=== Begin Enclosure ===
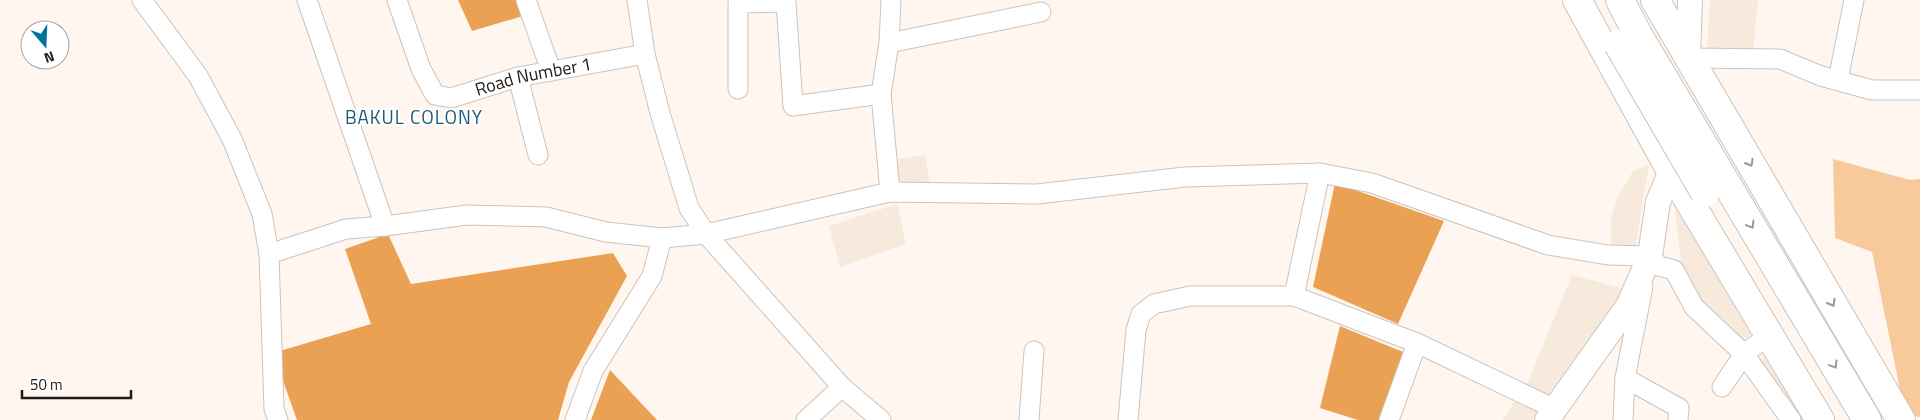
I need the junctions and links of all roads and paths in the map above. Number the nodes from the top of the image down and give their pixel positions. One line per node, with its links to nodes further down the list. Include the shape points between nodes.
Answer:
1 (142, 0): 36 (street, via 198,76 232,139 262,214)
2 (307, 0): 33 (street)
3 (397, 0): 19 (street, Road Number 1, via 421,68 435,95 451,98)
4 (526, 0): 18 (street)
5 (636, 0): 16 (street)
6 (891, 0): 15 (street)
7 (1577, 0): 23 (highway)
8 (1594, 0): 14 (highway)
9 (1620, 0): 14 (highway)
10 (1655, 0): 17 (highway)
11 (1690, 0): 17 (main road)
12 (1854, 0): 20 (street)
13 (1041, 12): 15 (street)
14 (1628, 39): 31 (highway, bridge)
15 (888, 43): 25 (street)
16 (645, 54): 18 (street, Road Number 1); 34 (street, via 689,208)
17 (1688, 58): 20 (street, via 1780,59); 23 (highway); 24 (highway)
18 (551, 71): 19 (street, Road Number 1)
19 (518, 77): 28 (street)
20 (1838, 80): 22 (street, via 1872,90)
21 (738, 89): 25 (street, via 738,3 786,2 792,106)
22 (1920, 90)
23 (1627, 91): 26 (highway)
24 (1708, 93): 26 (street); 27 (highway)
25 (882, 94): 32 (street)
26 (1646, 126): 29 (highway)
27 (1734, 137): 29 (highway); 61 (highway, one-way to 61)
28 (538, 154)
29 (1671, 171): 37 (main road, via 1658,202); 39 (highway)
30 (1320, 172): 32 (street, via 1185,177 1037,194); 37 (street, via 1372,183 1548,245 1608,255); 38 (street)
31 (1716, 188): 59 (highway); 60 (highway, one-way to 60)
32 (890, 192): 34 (street)
33 (385, 226): 35 (street, via 467,215 546,217 606,232); 36 (street, via 346,229)
34 (706, 234): 35 (street); 44 (street)
35 (662, 238): 49 (street, via 652,276 593,371)
36 (269, 254): 48 (street, via 274,409)
37 (1650, 256): 42 (street, via 1659,266 1674,270 1694,307); 43 (street); 47 (main road, via 1628,306)
38 (1294, 296): 40 (street); 53 (street, via 1190,296 1154,304 1141,314 1136,330)
39 (1769, 335): 42 (street); 58 (highway)
40 (1417, 343): 47 (street); 54 (street)
41 (1034, 351): 52 (street)
42 (1744, 354): 45 (street); 57 (street)
43 (1625, 378): 46 (street); 55 (street)
44 (842, 387): 50 (street); 51 (street)
45 (1722, 387)
46 (1678, 414): 56 (street)
47 (1551, 415)
48 (278, 420)
49 (575, 420)
50 (806, 420)
51 (881, 420)
52 (1029, 420)
53 (1128, 420)
54 (1389, 420)
55 (1623, 420)
56 (1694, 420)
57 (1791, 420)
58 (1820, 420)
59 (1839, 420)
60 (1867, 420)
61 (1901, 420)

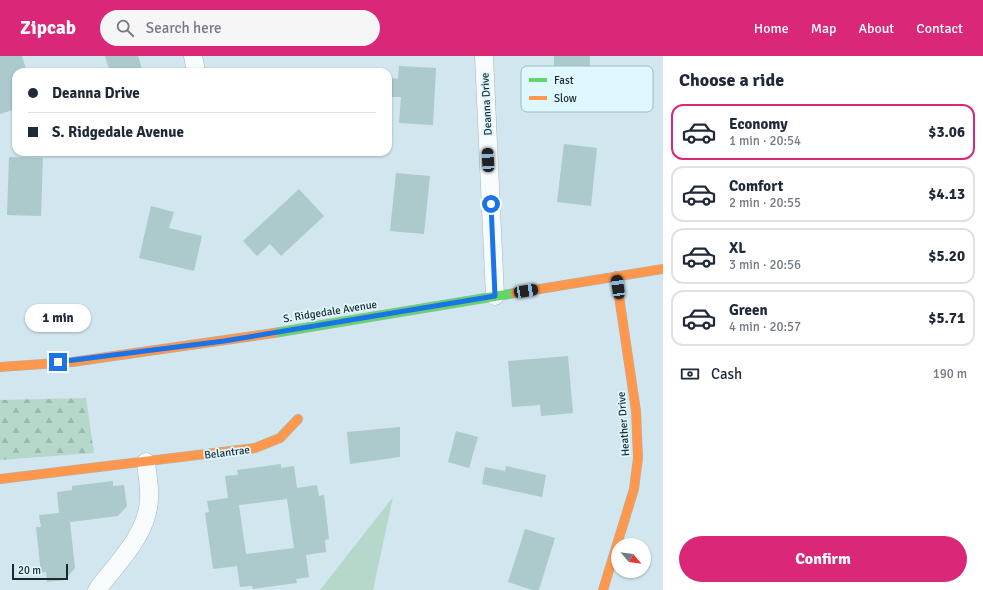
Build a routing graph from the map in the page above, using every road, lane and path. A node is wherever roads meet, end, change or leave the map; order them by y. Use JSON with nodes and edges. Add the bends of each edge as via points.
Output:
{"nodes":[{"id":1,"x":193,"y":56,"type":"edge"},
{"id":2,"x":484,"y":56,"type":"edge"},
{"id":3,"x":195,"y":68,"type":"edge"},
{"id":4,"x":663,"y":269,"type":"edge"},
{"id":5,"x":616,"y":276,"type":"junction"},
{"id":6,"x":495,"y":296,"type":"junction"},
{"id":7,"x":0,"y":367,"type":"edge"},
{"id":8,"x":298,"y":419,"type":"dead end"},
{"id":9,"x":146,"y":462,"type":"junction"},
{"id":10,"x":0,"y":479,"type":"edge"},
{"id":11,"x":97,"y":590,"type":"edge"},
{"id":12,"x":603,"y":590,"type":"edge"}],
"edges":[{"from":1,"to":3,"type":"street"},
{"from":2,"to":6,"type":"street","name":"Deanna Drive"},
{"from":4,"to":5,"type":"main road","name":"S. Ridgedale Avenue"},
{"from":5,"to":6,"type":"main road","name":"S. Ridgedale Avenue"},
{"from":5,"to":12,"type":"main road","name":"Heather Drive","via":[[639,443],[634,489]]},
{"from":6,"to":7,"type":"main road","name":"S. Ridgedale Avenue","via":[[216,342],[72,362]]},
{"from":8,"to":9,"type":"main road","name":"Belantrae","via":[[280,438],[255,448]]},
{"from":9,"to":10,"type":"main road","name":"Belantrae"},
{"from":9,"to":11,"type":"street","via":[[149,499],[145,520],[136,539]]}]}
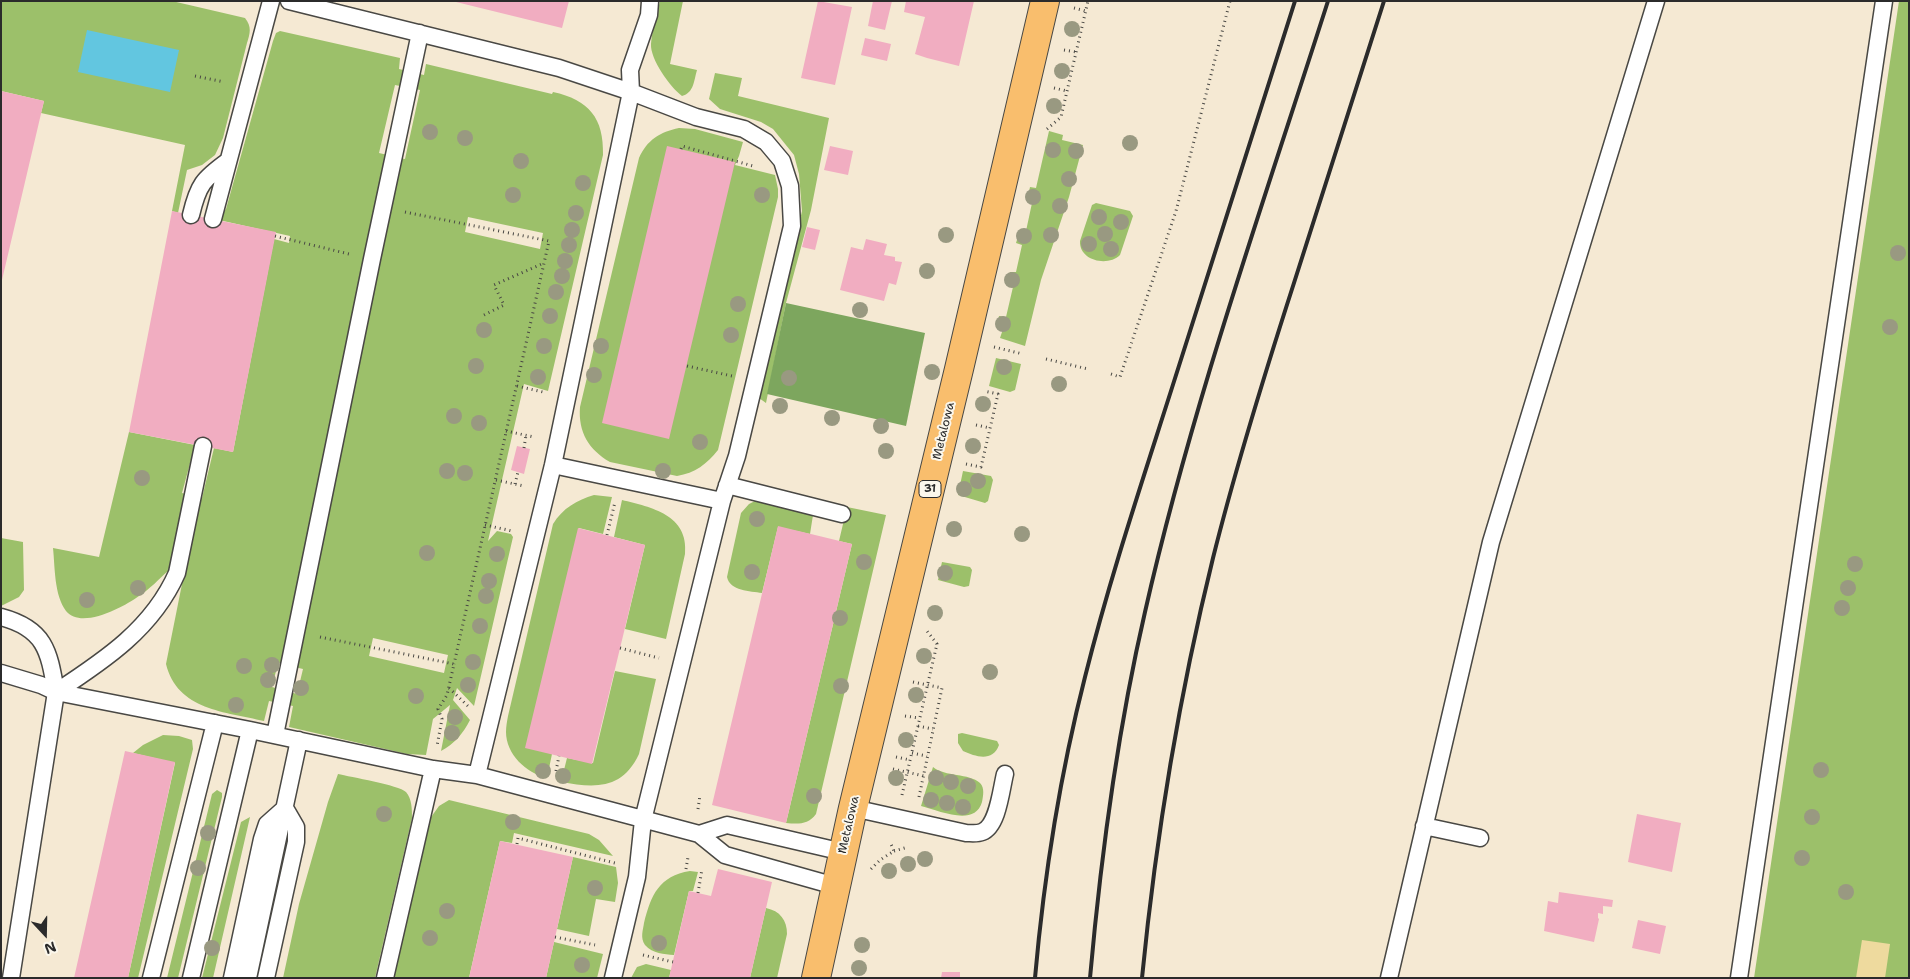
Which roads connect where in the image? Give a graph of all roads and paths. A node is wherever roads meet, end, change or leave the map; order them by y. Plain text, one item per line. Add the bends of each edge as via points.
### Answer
1 (271, 1) edge
2 (289, 1) edge
3 (650, 1) edge
4 (1230, 1) edge
5 (1656, 1) edge
6 (1884, 1) edge
7 (1057, 4) edge
8 (1086, 11) dead end
9 (420, 34) junction
10 (1060, 49) dead end
11 (1076, 52) dead end
12 (1051, 88) dead end
13 (1067, 91) dead end
14 (631, 92) junction
15 (682, 149) dead end
16 (228, 161) junction
17 (759, 167) dead end
18 (383, 207) junction
19 (191, 215) dead end
20 (214, 219) dead end
21 (275, 236) dead end
22 (372, 260) junction
23 (544, 263) junction
24 (484, 315) dead end
25 (988, 346) dead end
26 (1023, 354) dead end
27 (1046, 359) dead end
28 (687, 366) dead end
29 (1088, 369) dead end
30 (1111, 374) dead end
31 (755, 381) junction
32 (517, 386) junction
33 (978, 389) dead end
34 (545, 393) dead end
35 (970, 424) dead end
36 (537, 428) dead end
37 (990, 428) junction
38 (506, 430) junction
39 (526, 435) junction
40 (535, 437) junction
41 (203, 446) dead end
42 (533, 447) dead end
43 (524, 448) dead end
44 (961, 462) dead end
45 (553, 465) junction
46 (518, 472) dead end
47 (496, 480) junction
48 (515, 484) junction
49 (727, 485) junction
50 (522, 495) dead end
51 (722, 501) junction
52 (842, 514) dead end
53 (516, 522) dead end
54 (485, 525) junction
55 (1, 617) edge
56 (295, 632) junction
57 (620, 648) dead end
58 (665, 660) dead end
59 (454, 664) junction
60 (1, 674) edge
61 (927, 685) dead end
62 (56, 692) junction
63 (903, 715) dead end
64 (920, 718) dead end
65 (215, 723) junction
66 (918, 726) dead end
67 (933, 729) junction
68 (250, 730) junction
69 (275, 735) junction
70 (299, 740) junction
71 (912, 753) dead end
72 (894, 756) dead end
73 (927, 756) junction
74 (910, 760) dead end
75 (433, 769) junction
76 (891, 769) dead end
77 (890, 774) dead end
78 (1005, 774) dead end
79 (477, 775) junction
80 (917, 805) dead end
81 (285, 808) junction
82 (853, 808) junction
83 (643, 820) junction
84 (1424, 826) junction
85 (699, 834) junction
86 (1480, 838) dead end
87 (517, 844) dead end
88 (843, 852) junction
89 (622, 865) dead end
90 (702, 869) dead end
91 (835, 886) junction
92 (698, 893) dead end
93 (555, 937) dead end
94 (600, 946) dead end
95 (641, 954) dead end
96 (673, 962) dead end
97 (10, 978) edge
98 (151, 978) edge
99 (192, 978) edge
100 (232, 978) edge
101 (248, 978) edge
102 (266, 978) edge
103 (385, 978) edge
104 (613, 978) edge
105 (816, 978) edge
106 (1389, 978) edge
107 (1739, 978) edge

1 - 16 lane
2 - 9 lane
3 - 14 lane via 649,15 630,70
4 - 30 path via 1176,211 1120,377
5 - 84 lane via 1491,542
6 - 107 lane
7 - 8 path
7 - 82 main road, Metalowa / 31 via 957,379
9 - 14 lane via 559,68
9 - 18 lane
10 - 11 path
12 - 13 path
14 - 31 lane via 696,116 744,129 766,142 782,161 790,186 792,226
14 - 45 lane
15 - 17 path via 682,146
16 - 19 lane via 202,184 196,193
16 - 20 lane
18 - 22 lane
18 - 23 path via 549,241
21 - 22 path
22 - 56 lane
23 - 24 path via 494,285 504,305
23 - 32 path
25 - 26 path
27 - 29 path
28 - 31 path
31 - 49 lane
32 - 34 path
32 - 38 path
33 - 37 path via 998,394
35 - 37 path
36 - 40 path
37 - 44 path via 981,467
38 - 39 path
38 - 47 path
39 - 40 path
39 - 43 path
40 - 42 path
41 - 62 lane via 177,573 171,587 136,634 116,652
45 - 51 lane
45 - 79 lane
46 - 48 path
47 - 48 path
47 - 54 path
48 - 50 path via 524,486
49 - 51 lane
49 - 52 lane
51 - 83 lane
53 - 54 path via 514,532
54 - 59 path
55 - 62 lane via 29,628 43,643 50,658
56 - 59 path
56 - 69 lane
57 - 58 path
59 - 75 path via 447,695 438,709 442,719
60 - 62 lane
61 - 67 path via 942,688
62 - 65 lane
62 - 97 lane
63 - 64 path
65 - 68 lane
65 - 98 lane
66 - 67 path
67 - 73 path
68 - 69 lane
68 - 99 lane
69 - 70 lane
70 - 75 lane
70 - 81 lane
71 - 73 path
72 - 74 path
73 - 80 path
75 - 79 lane
75 - 103 lane
76 - 77 path
78 - 82 lane via 993,822 983,832 966,833
79 - 83 lane
81 - 100 lane via 268,824 262,838
81 - 101 lane
81 - 102 lane via 296,827 296,842
82 - 88 main road, Metalowa / 31
83 - 85 lane
83 - 104 lane via 637,877
84 - 86 lane
84 - 106 lane
85 - 88 lane via 727,825
85 - 91 lane via 725,855
87 - 89 path via 518,838
88 - 91 main road, Metalowa / 31
90 - 92 path
91 - 105 main road, Metalowa / 31
93 - 94 path
95 - 96 path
=== End Enclosure ===
## WHAT YOU NEED TO DO
Those lines of the records that contain the string "Ridgedale" should be identified and copied.

## EXERCISE RESULT
{"from":4,"to":5,"type":"main road","name":"S. Ridgedale Avenue"},
{"from":5,"to":6,"type":"main road","name":"S. Ridgedale Avenue"},
{"from":6,"to":7,"type":"main road","name":"S. Ridgedale Avenue","via":[[216,342],[72,362]]},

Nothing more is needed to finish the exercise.